En Panamá, zonas catalogadas con la menor capacidad de adaptarse al cambio climático debido a sus niveles de pobreza son la provincia de Bocas del Toro, algunas áreas de Chiriquí y Veraguas, la totalidad de la comarca Ngäbe Buglé, regiones del norte de Coclé, Colón, la comarca Guna Yala y la provincia de Darién.
También se espera que en los próximos años se registre un ascenso de nivel del mar estimado, entre 0.27 metros en el mar Caribe y 0.19 metros en el océano Pacífico. El análisis fue realizado con una proyección a mediano plazo, es decir 2050, y se tomó como referencia el sexto informe del Grupo Intergubernamental de Expertos sobre el Cambio Climático.
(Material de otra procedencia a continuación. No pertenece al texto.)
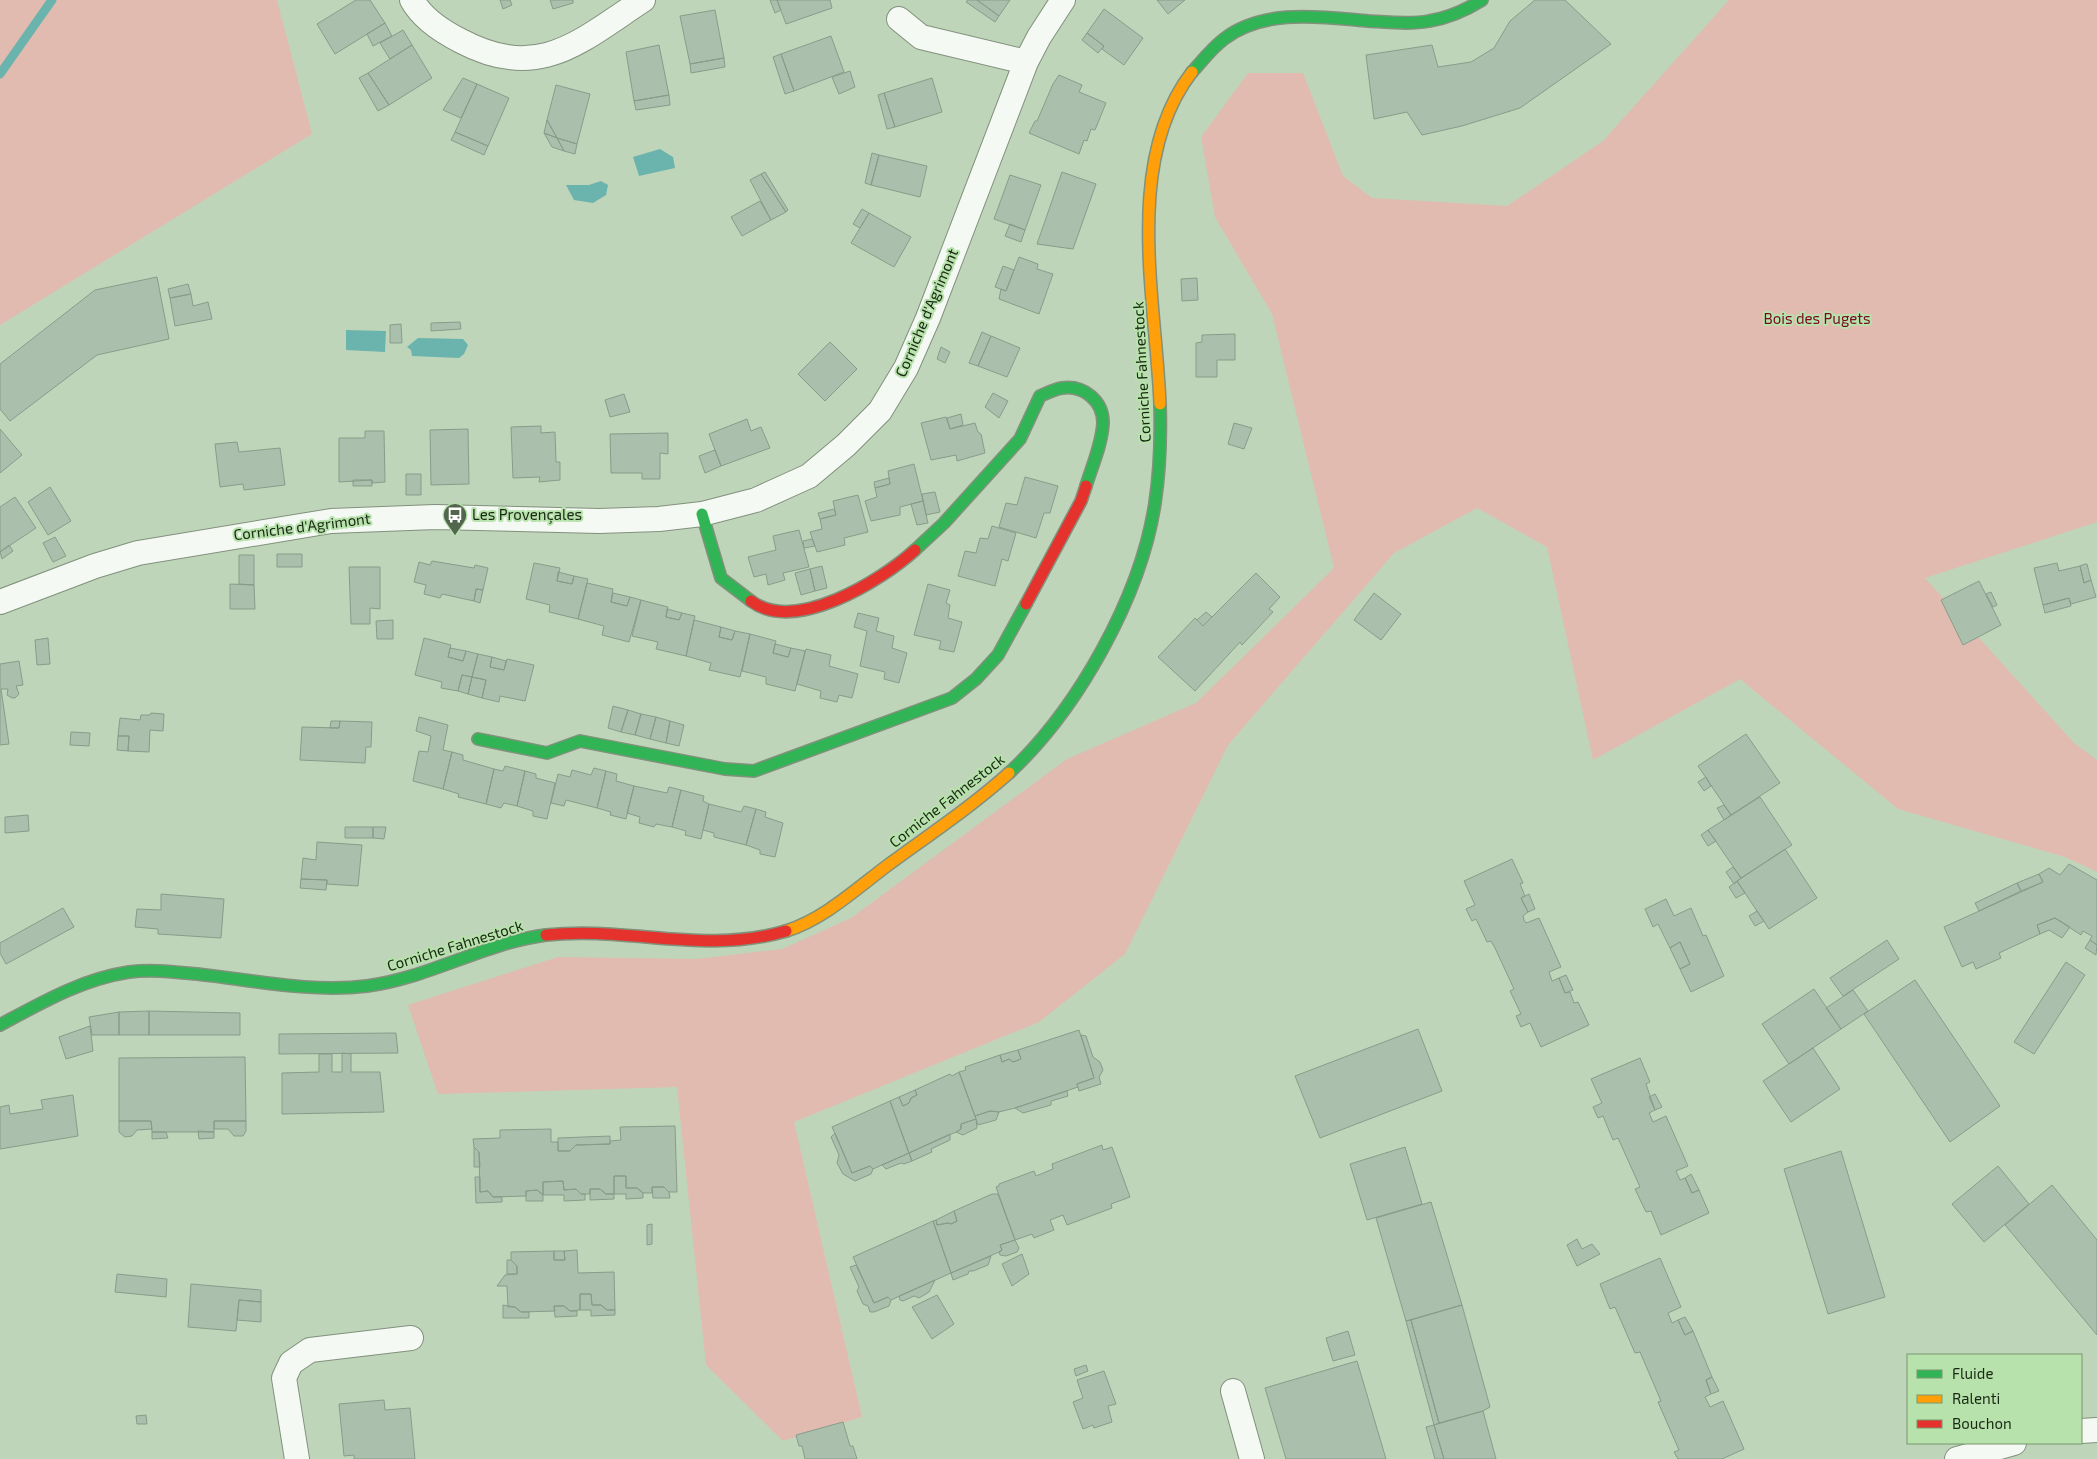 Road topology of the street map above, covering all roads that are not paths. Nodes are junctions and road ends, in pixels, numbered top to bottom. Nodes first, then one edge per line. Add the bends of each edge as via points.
1 (412, 0) edge
2 (644, 0) edge
3 (1063, 0) edge
4 (1482, 0) edge
5 (898, 19) dead end
6 (1026, 62) junction
7 (702, 514) junction
8 (0, 602) edge
9 (478, 740) dead end
10 (0, 1025) edge
11 (411, 1338) dead end
12 (1233, 1391) dead end
13 (2097, 1430) edge
14 (2082, 1431) edge
15 (2010, 1444) edge
16 (297, 1459) edge
17 (1252, 1459) edge
18 (1957, 1459) edge

1 - 2 street via 441,31 478,50 511,59 540,58 568,49
3 - 6 street, Corniche d'Agrimont
4 - 10 main road, Corniche Fahnestock via 1449,17 1420,23 1390,22 1306,8 1285,10 1241,26 1194,69 1172,106 1154,155 1150,242 1161,413 1160,460 1147,541 1129,594 1073,694 1019,764 988,792 835,905 795,928 766,937 716,942 609,933 531,937 402,980 349,988 305,987 167,972 128,972 66,991
5 - 6 street via 921,37
6 - 7 street, Corniche d'Agrimont via 928,318 906,368 880,411 809,476 756,500
7 - 8 street, Corniche d'Agrimont via 599,521 435,516 331,520 138,553
7 - 9 main road via 721,578 754,603 778,612 812,608 867,586 909,555 944,523 1020,438 1040,396 1061,388 1082,389 1098,402 1103,421 1081,501 1062,540 998,655 976,679 952,698 754,771 725,769 580,741 547,753
11 - 16 street via 310,1350 292,1363 284,1378
12 - 17 street
13 - 14 street
15 - 18 street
La lista de los sitios que podrían verse afectados es extensa. Por ejemplo, precisa las zonas con más impactos serán: isla Carenero, Changuinola y Bastimento, en la provincia de Bocas del Toro; área turística en Boca Chica y Pedregal, en Chiriquí; Río Hato, Natá y Aguadulce, en Coclé; y París, Parita y Llano Bonito, en Herrera.

Además de Guna Yala donde se trasladará a unas mil personas por el aumento del nivel del mar, en el distrito de Kusapín, comarca Ngäbe Buglé, sus pobladores también observan cómo, en los últimos 12 años, las olas muestran un mayor tamaño y, en algunos casos, han tenido que abandonar sus viviendas en la costa y adentrarse a tierra firme.
Allí se lanzó un proyecto para la reducción del riesgo climático y resiliencia en los asentamientos humanos en este distrito. El mismo consiste en la elaboración de mapas de riesgo, así como la construcción de la visión de desarrollo del municipio.